The ERA Project at Columbia Law School

The Center for Gender & Sexuality Law has launched the ERA Project at a critical moment in the struggle for sex equality. The Project will work to gain certification of the ERA in the Constitution as the 28th Amendment, and then serve as a policy and advocacy shop for the implementation of constitutional sex equality protections.

There are many thorny legal questions involved in both the ratification and implementation process, all of which the ERA Project is well positioned to address. Congress must act to extend the deadline for ratification, and even once that hurdle is overcome, implementation of a constitutional guarantee of sex equality will take concerted efforts by policy-makers on a federal and state level.
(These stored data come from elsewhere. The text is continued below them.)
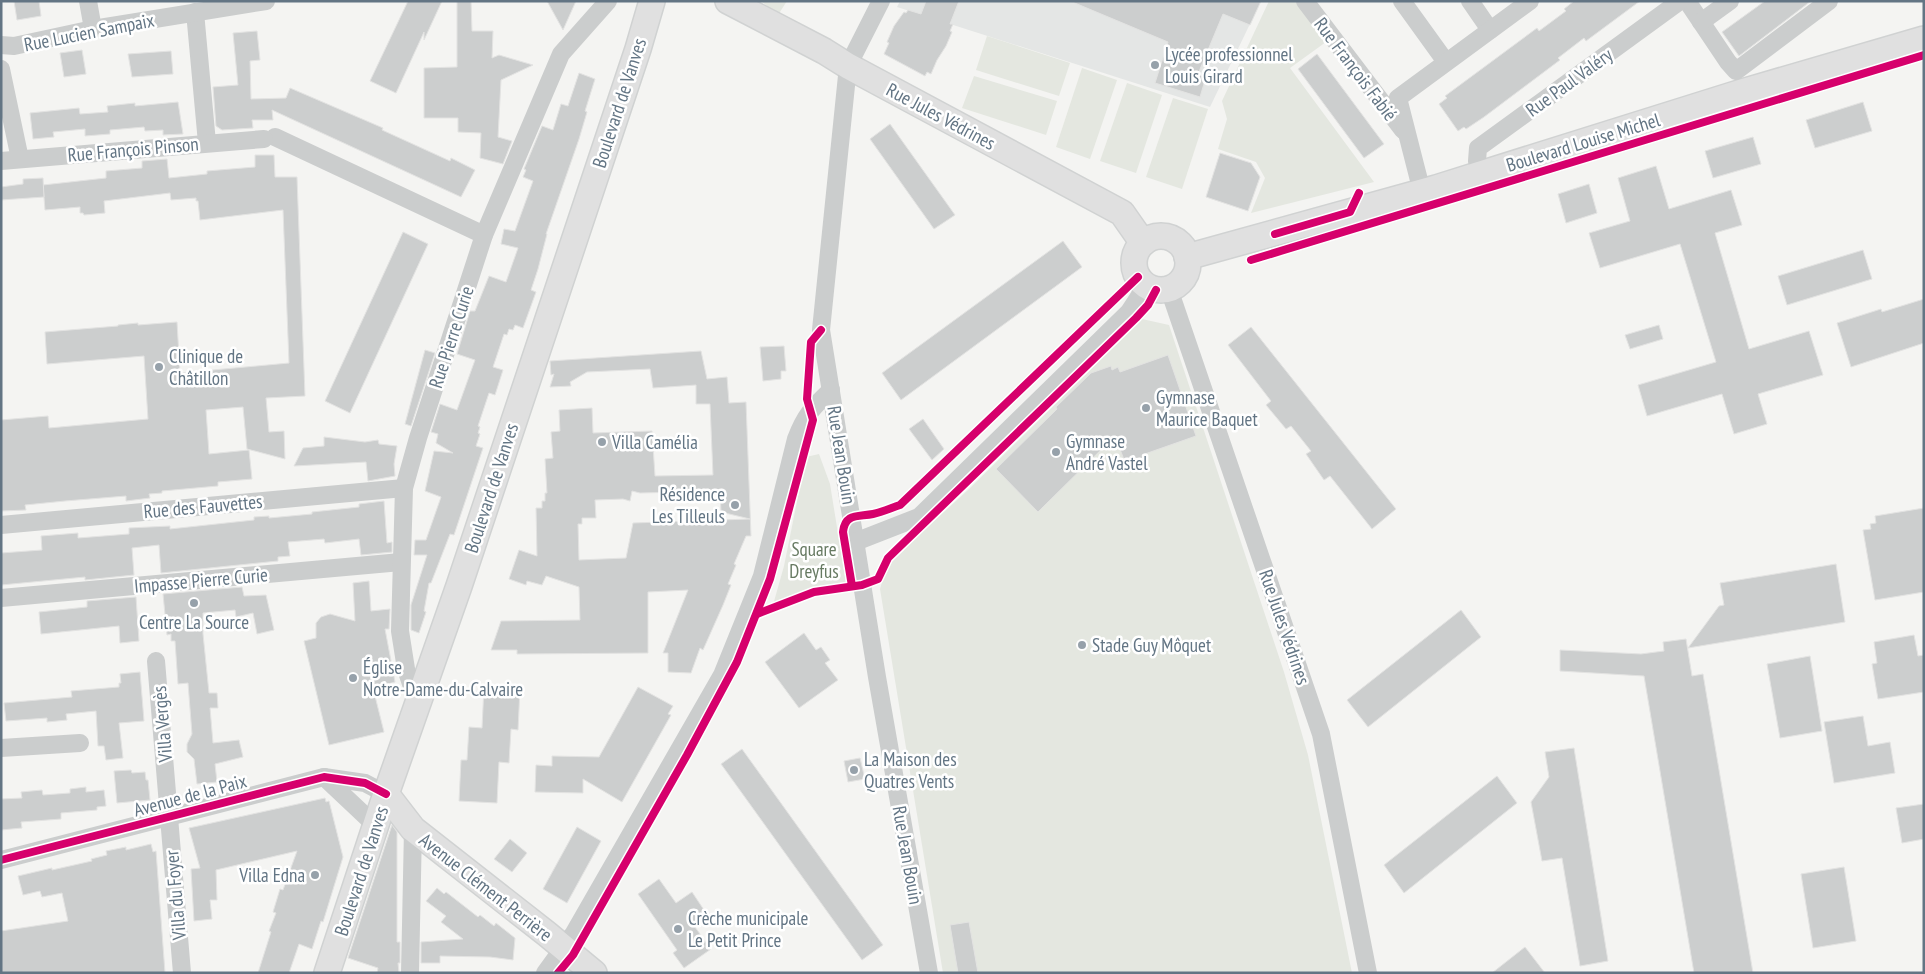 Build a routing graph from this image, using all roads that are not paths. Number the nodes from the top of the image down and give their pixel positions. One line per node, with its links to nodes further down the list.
1 (88, 1): 17 (street)
2 (266, 1): 15 (street, Rue Lucien Sampaix)
3 (608, 1): 31 (street, Rue Pierre Curie)
4 (652, 1): 42 (street, Boulevard de Vanves)
5 (728, 1): 22 (street, Rue Jules Védrines)
6 (881, 1): 22 (street, Rue Jean Bouin)
7 (1305, 1): 25 (street, Rue François Fabié)
8 (1402, 1): 21 (street)
9 (1470, 1): 18 (street)
10 (1530, 1): 18 (street)
11 (1680, 1): 29 (street, Rue Paul Valéry)
12 (1687, 1): 16 (street)
13 (1730, 1): 16 (street)
14 (1829, 1): 24 (street)
15 (195, 12): 17 (street, Rue Lucien Sampaix); 26 (street)
16 (1701, 22): 24 (street)
17 (93, 29): 20 (street, Rue Lucien Sampaix)
18 (1490, 30): 21 (street)
19 (1924, 39): 24 (street, Boulevard Louise Michel)
20 (1, 45)
21 (1446, 62): 25 (street)
22 (848, 66): 32 (street, Rue Jules Védrines); 35 (street, Rue Jean Bouin)
23 (1, 69): 27 (street)
24 (1739, 82): 29 (street, Boulevard Louise Michel)
25 (1408, 137): 30 (street)
26 (207, 143): 27 (street, Rue François Pinson); 31 (street, Rue François Pinson)
27 (20, 159): 28 (street, Rue François Pinson)
28 (1, 161)
29 (1480, 174): 30 (street, Boulevard Louise Michel)
30 (1422, 192): 33 (street, Boulevard Louise Michel)
31 (484, 235): 36 (street, Rue Pierre Curie)
32 (1143, 243): 33 (street); 34 (street)
33 (1187, 257): 34 (street)
34 (1158, 287): 38 (street); 58 (street, Rue Jules Védrines)
35 (831, 390): 38 (street, Rue Jean Bouin); 51 (street)
36 (404, 488): 37 (street, Rue des Fauvettes); 39 (street, Rue Pierre Curie)
37 (1, 525)
38 (855, 542): 57 (street, Rue Jean Bouin)
39 (401, 562): 40 (street, Impasse Pierre Curie); 42 (street, Rue Pierre Curie)
40 (1, 598)
41 (156, 662): 47 (street, Villa Vergès)
42 (417, 702): 46 (street, Boulevard de Vanves)
43 (80, 743): 44 (street)
44 (1, 748)
45 (324, 777): 46 (street, Avenue de la Paix); 47 (street, Avenue de la Paix); 48 (street)
46 (386, 794): 48 (street, Boulevard de Vanves); 49 (street, Avenue Clément Perrière)
47 (170, 817): 50 (street, Avenue de la Paix); 52 (street, Villa du Foyer)
48 (376, 826): 53 (street, Boulevard de Vanves)
49 (412, 829): 51 (street, Avenue Clément Perrière); 54 (street)
50 (1, 860)
51 (564, 947): 55 (street); 56 (street, Avenue Clément Perrière)
52 (182, 973)
53 (327, 973)
54 (410, 973)
55 (545, 973)
56 (594, 973)
57 (928, 973)
58 (1368, 973) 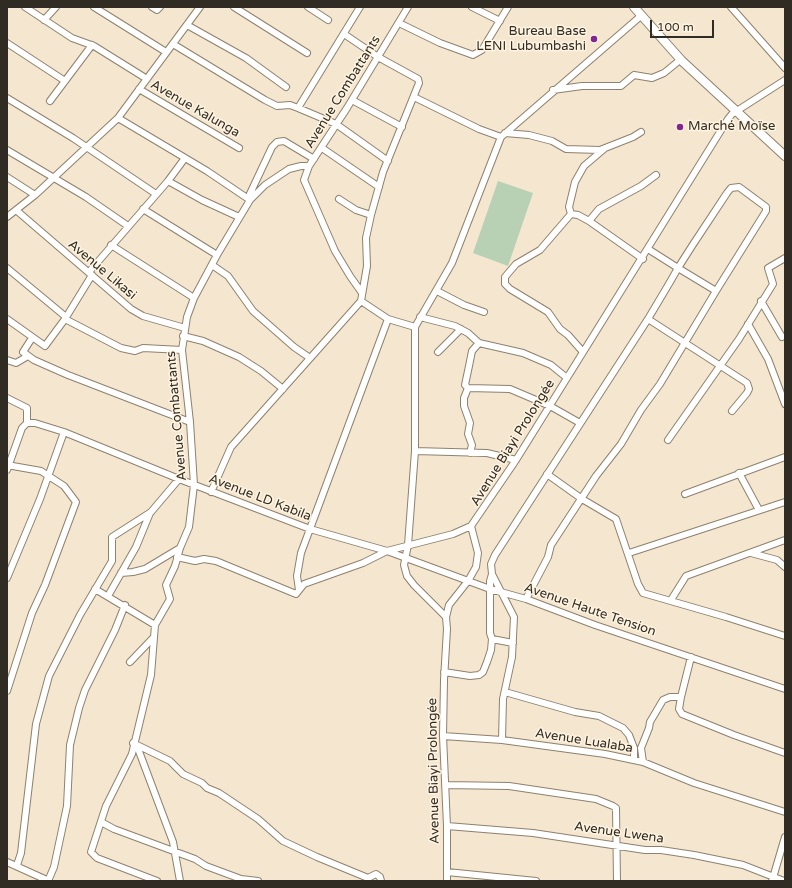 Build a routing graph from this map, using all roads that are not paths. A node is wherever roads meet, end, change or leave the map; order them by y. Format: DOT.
graph roads {
  1 [pos="25,7"];
  2 [pos="56,7"];
  3 [pos="94,7"];
  4 [pos="152,7"];
  5 [pos="160,7"];
  6 [pos="200,7"];
  7 [pos="234,7"];
  8 [pos="308,7"];
  9 [pos="360,7"];
  10 [pos="408,7"];
  11 [pos="472,7"];
  12 [pos="508,7"];
  13 [pos="634,7"];
  14 [pos="731,7"];
  15 [pos="642,15"];
  16 [pos="44,20"];
  17 [pos="328,20"];
  18 [pos="500,20"];
  19 [pos="399,23"];
  20 [pos="188,25"];
  21 [pos="344,34"];
  22 [pos="7,43"];
  23 [pos="174,44"];
  24 [pos="92,45"];
  25 [pos="166,52"];
  26 [pos="307,53"];
  27 [pos="378,57"];
  28 [pos="680,60"];
  29 [pos="785,68"];
  30 [pos="147,79"];
  31 [pos="785,80"];
  32 [pos="65,81"];
  33 [pos="286,87"];
  34 [pos="139,89"];
  35 [pos="553,90"];
  36 [pos="414,97"];
  37 [pos="7,98"];
  38 [pos="352,100"];
  39 [pos="50,102"];
  40 [pos="298,108"];
  41 [pos="736,112"];
  42 [pos="118,118"];
  43 [pos="336,124"];
  44 [pos="402,127"];
  45 [pos="641,132"];
  46 [pos="503,135"];
  47 [pos="86,147"];
  48 [pos="239,148"];
  49 [pos="322,148"];
  50 [pos="604,149"];
  51 [pos="7,150"];
  52 [pos="785,156"];
  53 [pos="185,158"];
  54 [pos="314,159"];
  55 [pos="388,161"];
  56 [pos="309,166"];
  57 [pos="656,175"];
  58 [pos="7,177"];
  59 [pos="54,177"];
  60 [pos="168,181"];
  61 [pos="379,187"];
  62 [pos="156,194"];
  63 [pos="35,195"];
  64 [pos="249,199"];
  65 [pos="339,199"];
  66 [pos="143,209"];
  67 [pos="16,210"];
  68 [pos="571,214"];
  69 [pos="371,215"];
  70 [pos="7,217"];
  71 [pos="239,217"];
  72 [pos="588,221"];
  73 [pos="128,226"];
  74 [pos="111,245"];
  75 [pos="648,250"];
  76 [pos="217,255"];
  77 [pos="642,258"];
  78 [pos="785,258"];
  79 [pos="212,265"];
  80 [pos="7,268"];
  81 [pos="678,268"];
  82 [pos="90,273"];
  83 [pos="716,290"];
  84 [pos="437,291"];
  85 [pos="362,293"];
  86 [pos="194,298"];
  87 [pos="362,301"];
  88 [pos="761,301"];
  89 [pos="484,312"];
  90 [pos="420,317"];
  91 [pos="65,318"];
  92 [pos="648,318"];
  93 [pos="7,319"];
  94 [pos="388,319"];
  95 [pos="748,324"];
  96 [pos="415,327"];
  97 [pos="185,328"];
  98 [pos="461,329"];
  99 [pos="183,336"];
  100 [pos="782,337"];
  101 [pos="32,338"];
  102 [pos="684,342"];
  103 [pos="479,343"];
  104 [pos="182,350"];
  105 [pos="438,352"];
  106 [pos="583,352"];
  107 [pos="28,356"];
  108 [pos="310,358"];
  109 [pos="7,360"];
  110 [pos="720,365"];
  111 [pos="567,378"];
  112 [pos="468,388"];
  113 [pos="283,389"];
  114 [pos="7,398"];
  115 [pos="785,404"];
  116 [pos="550,406"];
  117 [pos="732,411"];
  118 [pos="190,422"];
  119 [pos="27,423"];
  120 [pos="580,423"];
  121 [pos="64,432"];
  122 [pos="668,440"];
  123 [pos="415,451"];
  124 [pos="470,453"];
  125 [pos="785,456"];
  126 [pos="516,460"];
  127 [pos="8,467"];
  128 [pos="740,473"];
  129 [pos="48,474"];
  130 [pos="547,474"];
  131 [pos="179,479"];
  132 [pos="194,485"];
  133 [pos="211,492"];
  134 [pos="686,494"];
  135 [pos="582,499"];
  136 [pos="785,502"];
  137 [pos="759,510"];
  138 [pos="151,512"];
  139 [pos="471,526"];
  140 [pos="310,529"];
  141 [pos="785,540"];
  142 [pos="408,545"];
  143 [pos="180,548"];
  144 [pos="387,551"];
  145 [pos="750,552"];
  146 [pos="629,553"];
  147 [pos="177,557"];
  148 [pos="406,557"];
  149 [pos="785,568"];
  150 [pos="121,573"];
  151 [pos="492,574"];
  152 [pos="7,578"];
  153 [pos="468,582"];
  154 [pos="95,589"];
  155 [pos="490,589"];
  156 [pos="298,592"];
  157 [pos="503,593"];
  158 [pos="108,596"];
  159 [pos="526,599"];
  160 [pos="671,600"];
  161 [pos="125,606"];
  162 [pos="446,617"];
  163 [pos="155,625"];
  164 [pos="785,636"];
  165 [pos="153,638"];
  166 [pos="492,639"];
  167 [pos="513,643"];
  168 [pos="691,657"];
  169 [pos="130,662"];
  170 [pos="444,672"];
  171 [pos="785,689"];
  172 [pos="7,691"];
  173 [pos="505,692"];
  174 [pos="681,697"];
  175 [pos="443,736"];
  176 [pos="502,740"];
  177 [pos="135,745"];
  178 [pos="785,753"];
  179 [pos="634,760"];
  180 [pos="643,762"];
  181 [pos="445,786"];
  182 [pos="785,812"];
  183 [pos="101,822"];
  184 [pos="447,826"];
  185 [pos="785,837"];
  186 [pos="616,846"];
  187 [pos="175,852"];
  188 [pos="7,862"];
  189 [pos="17,865"];
  190 [pos="447,872"];
  191 [pos="772,879"];
  192 [pos="48,881"];
  193 [pos="157,881"];
  194 [pos="180,881"];
  195 [pos="258,881"];
  196 [pos="381,881"];
  197 [pos="447,881"];
  198 [pos="536,881"];
  199 [pos="617,881"];
  200 [pos="784,881"];
  1 -- 16 [label="street, Avenue Kalunga"];
  2 -- 16 [label="street"];
  3 -- 25 [label="street"];
  4 -- 5 [label="street"];
  6 -- 20 [label="street"];
  7 -- 26 [label="street"];
  8 -- 17 [label="street"];
  9 -- 21 [label="street"];
  10 -- 19 [label="street, Avenue Combattants"];
  11 -- 18 [label="street"];
  12 -- 18 [label="street"];
  13 -- 15 [label="main road"];
  14 -- 29 [label="street"];
  15 -- 28 [label="main road"];
  15 -- 35 [label="street"];
  16 -- 24 [label="street, Avenue Kalunga"];
  18 -- 19 [label="street"];
  19 -- 27 [label="street, Avenue Combattants"];
  20 -- 23 [label="street"];
  20 -- 33 [label="street"];
  21 -- 27 [label="street"];
  21 -- 40 [label="street"];
  22 -- 32 [label="street"];
  23 -- 25 [label="street"];
  23 -- 40 [label="street"];
  24 -- 30 [label="street, Avenue Kalunga"];
  24 -- 32 [label="street"];
  25 -- 30 [label="street"];
  27 -- 36 [label="street"];
  27 -- 38 [label="street, Avenue Combattants"];
  28 -- 35 [label="street"];
  28 -- 41 [label="main road"];
  30 -- 34 [label="street"];
  31 -- 41 [label="street, Avenue Biayi Prolongée"];
  32 -- 39 [label="street"];
  34 -- 42 [label="street"];
  34 -- 48 [label="street, Avenue Kalunga"];
  35 -- 46 [label="street"];
  36 -- 44 [label="street"];
  36 -- 46 [label="street"];
  37 -- 47 [label="street"];
  38 -- 43 [label="street, Avenue Combattants"];
  38 -- 44 [label="street"];
  40 -- 43 [label="street"];
  41 -- 52 [label="main road"];
  41 -- 75 [label="street, Avenue Biayi Prolongée"];
  42 -- 47 [label="street"];
  42 -- 53 [label="street"];
  43 -- 49 [label="street, Avenue Combattants"];
  43 -- 55 [label="street"];
  44 -- 55 [label="street"];
  45 -- 50 [label="street"];
  46 -- 50 [label="street"];
  46 -- 84 [label="street"];
  47 -- 59 [label="street"];
  47 -- 62 [label="street"];
  49 -- 54 [label="street, Avenue Combattants"];
  49 -- 61 [label="street"];
  50 -- 68 [label="street"];
  51 -- 59 [label="street"];
  53 -- 60 [label="street"];
  53 -- 64 [label="street"];
  54 -- 56 [label="street, Avenue Combattants"];
  54 -- 64 [label="street"];
  55 -- 61 [label="street"];
  56 -- 64 [label="street, Avenue Combattants"];
  56 -- 85 [label="street"];
  57 -- 72 [label="street"];
  58 -- 63 [label="street"];
  59 -- 63 [label="street"];
  59 -- 73 [label="street"];
  60 -- 62 [label="street"];
  60 -- 71 [label="street"];
  61 -- 69 [label="street"];
  62 -- 66 [label="street"];
  63 -- 67 [label="street"];
  64 -- 71 [label="street, Avenue Combattants"];
  65 -- 69 [label="street"];
  66 -- 73 [label="street"];
  66 -- 76 [label="street"];
  67 -- 70 [label="street"];
  67 -- 82 [label="street, Avenue Likasi"];
  68 -- 72 [label="street"];
  68 -- 106 [label="street"];
  69 -- 85 [label="street"];
  71 -- 76 [label="street, Avenue Combattants"];
  72 -- 77 [label="street"];
  73 -- 74 [label="street"];
  74 -- 82 [label="street"];
  74 -- 86 [label="street"];
  75 -- 77 [label="street, Avenue Biayi Prolongée"];
  75 -- 81 [label="street"];
  76 -- 79 [label="street, Avenue Combattants"];
  77 -- 106 [label="street, Avenue Biayi Prolongée"];
  78 -- 88 [label="street"];
  79 -- 86 [label="street, Avenue Combattants"];
  79 -- 108 [label="street"];
  80 -- 91 [label="street"];
  81 -- 83 [label="street"];
  81 -- 83 [label="street"];
  81 -- 92 [label="street"];
  82 -- 91 [label="street"];
  82 -- 97 [label="street, Avenue Likasi"];
  83 -- 102 [label="street"];
  84 -- 89 [label="street"];
  84 -- 90 [label="street"];
  85 -- 87 [label="street"];
  86 -- 97 [label="street, Avenue Combattants"];
  87 -- 94 [label="street"];
  87 -- 108 [label="street"];
  88 -- 95 [label="street"];
  88 -- 100 [label="street"];
  90 -- 96 [label="street"];
  90 -- 98 [label="street"];
  91 -- 101 [label="street"];
  91 -- 104 [label="street"];
  92 -- 102 [label="street"];
  92 -- 120 [label="street"];
  93 -- 101 [label="street"];
  94 -- 96 [label="street"];
  94 -- 140 [label="street"];
  95 -- 110 [label="street"];
  95 -- 115 [label="street"];
  96 -- 123 [label="street"];
  97 -- 99 [label="street, Avenue Combattants"];
  98 -- 103 [label="street"];
  98 -- 105 [label="street"];
  99 -- 104 [label="street, Avenue Combattants"];
  99 -- 113 [label="street"];
  101 -- 107 [label="street"];
  102 -- 110 [label="street"];
  102 -- 135 [label="street"];
  103 -- 111 [label="street"];
  103 -- 112 [label="street"];
  104 -- 118 [label="street, Avenue Combattants"];
  106 -- 111 [label="street, Avenue Biayi Prolongée"];
  107 -- 109 [label="street"];
  107 -- 118 [label="street"];
  108 -- 113 [label="street"];
  110 -- 117 [label="street"];
  110 -- 122 [label="street"];
  111 -- 116 [label="street, Avenue Biayi Prolongée"];
  112 -- 116 [label="street"];
  112 -- 124 [label="street"];
  113 -- 133 [label="street"];
  114 -- 119 [label="street"];
  116 -- 120 [label="street"];
  116 -- 126 [label="street, Avenue Biayi Prolongée"];
  118 -- 132 [label="street, Avenue Combattants"];
  119 -- 121 [label="street, Avenue LD Kabila"];
  119 -- 127 [label="street"];
  120 -- 130 [label="street"];
  121 -- 129 [label="street"];
  121 -- 131 [label="street, Avenue LD Kabila"];
  123 -- 124 [label="street"];
  123 -- 142 [label="street"];
  124 -- 126 [label="street"];
  125 -- 128 [label="street"];
  126 -- 139 [label="street, Avenue Biayi Prolongée"];
  127 -- 129 [label="street"];
  128 -- 134 [label="street"];
  128 -- 137 [label="street"];
  129 -- 152 [label="street"];
  129 -- 172 [label="street"];
  130 -- 135 [label="street"];
  130 -- 151 [label="street"];
  131 -- 132 [label="street, Avenue LD Kabila"];
  131 -- 138 [label="street"];
  132 -- 133 [label="street, Avenue LD Kabila"];
  132 -- 143 [label="street, Avenue Combattants"];
  133 -- 140 [label="street, Avenue LD Kabila"];
  135 -- 146 [label="street"];
  135 -- 159 [label="street"];
  136 -- 137 [label="street"];
  137 -- 146 [label="street"];
  138 -- 150 [label="street"];
  138 -- 154 [label="street"];
  139 -- 142 [label="street"];
  139 -- 153 [label="street, Avenue Biayi Prolongée"];
  140 -- 144 [label="street, Avenue LD Kabila"];
  140 -- 156 [label="street"];
  141 -- 145 [label="street"];
  142 -- 144 [label="street"];
  142 -- 148 [label="street"];
  143 -- 147 [label="street, Avenue Combattants"];
  143 -- 150 [label="street"];
  144 -- 148 [label="street, Avenue Haute Tension"];
  144 -- 156 [label="street"];
  145 -- 149 [label="street"];
  145 -- 160 [label="street"];
  146 -- 160 [label="street"];
  147 -- 156 [label="street"];
  147 -- 163 [label="street, Avenue Combattants"];
  148 -- 153 [label="street, Avenue Haute Tension"];
  148 -- 162 [label="street"];
  150 -- 158 [label="street"];
  151 -- 155 [label="street"];
  151 -- 157 [label="street"];
  153 -- 155 [label="street, Avenue Haute Tension"];
  153 -- 162 [label="street, Avenue Biayi Prolongée"];
  154 -- 158 [label="street"];
  154 -- 189 [label="street"];
  155 -- 157 [label="street, Avenue Haute Tension"];
  155 -- 166 [label="street"];
  157 -- 159 [label="street, Avenue Haute Tension"];
  157 -- 167 [label="street"];
  158 -- 161 [label="street"];
  159 -- 168 [label="street, Avenue Haute Tension"];
  160 -- 164 [label="street"];
  161 -- 163 [label="street"];
  161 -- 192 [label="street"];
  162 -- 170 [label="street, Avenue Biayi Prolongée"];
  163 -- 165 [label="street"];
  165 -- 169 [label="street"];
  165 -- 177 [label="street"];
  166 -- 167 [label="street"];
  166 -- 170 [label="street"];
  167 -- 173 [label="street"];
  168 -- 171 [label="street, Avenue Haute Tension"];
  168 -- 174 [label="street"];
  170 -- 175 [label="street, Avenue Biayi Prolongée"];
  173 -- 176 [label="street"];
  173 -- 179 [label="street"];
  174 -- 178 [label="street"];
  174 -- 180 [label="street"];
  175 -- 176 [label="street, Avenue Lualaba"];
  175 -- 181 [label="street, Avenue Biayi Prolongée"];
  176 -- 179 [label="street, Avenue Lualaba"];
  177 -- 183 [label="street"];
  177 -- 187 [label="street"];
  177 -- 196 [label="street"];
  179 -- 180 [label="street, Avenue Lualaba"];
  180 -- 182 [label="street, Avenue Lualaba"];
  181 -- 184 [label="street, Avenue Biayi Prolongée"];
  181 -- 186 [label="street"];
  183 -- 187 [label="street"];
  183 -- 193 [label="street"];
  184 -- 186 [label="street, Avenue Lwena"];
  184 -- 190 [label="street, Avenue Biayi Prolongée"];
  185 -- 191 [label="street"];
  186 -- 191 [label="street, Avenue Lwena"];
  186 -- 199 [label="street"];
  187 -- 194 [label="street"];
  187 -- 195 [label="street"];
  188 -- 189 [label="street"];
  189 -- 192 [label="street"];
  190 -- 197 [label="street, Avenue Biayi Prolongée"];
  190 -- 198 [label="street"];
  191 -- 200 [label="street, Avenue Lwena"];
}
Even more challenging is the question of what does sex equality actually entail? Would it require a form of “sex-blindness” similar to the “color-blindness” rule that governs race-based equality? What about pregnancy, the military, and the countless ways in which society accepts certain forms of sex-based segregation that would never be tolerated in the race context, such as single-sex schools, sports teams, and bathrooms?

The ERA Project plans to produce educational resources, host thought-provoking panels and bring together stakeholders to strategize and move the needle forward. Our goal is to ensure not only that the Equal Rights Amendment becomes part and parcel of the U.S. Constitution, but that gender justice more broadly is advanced across the nation.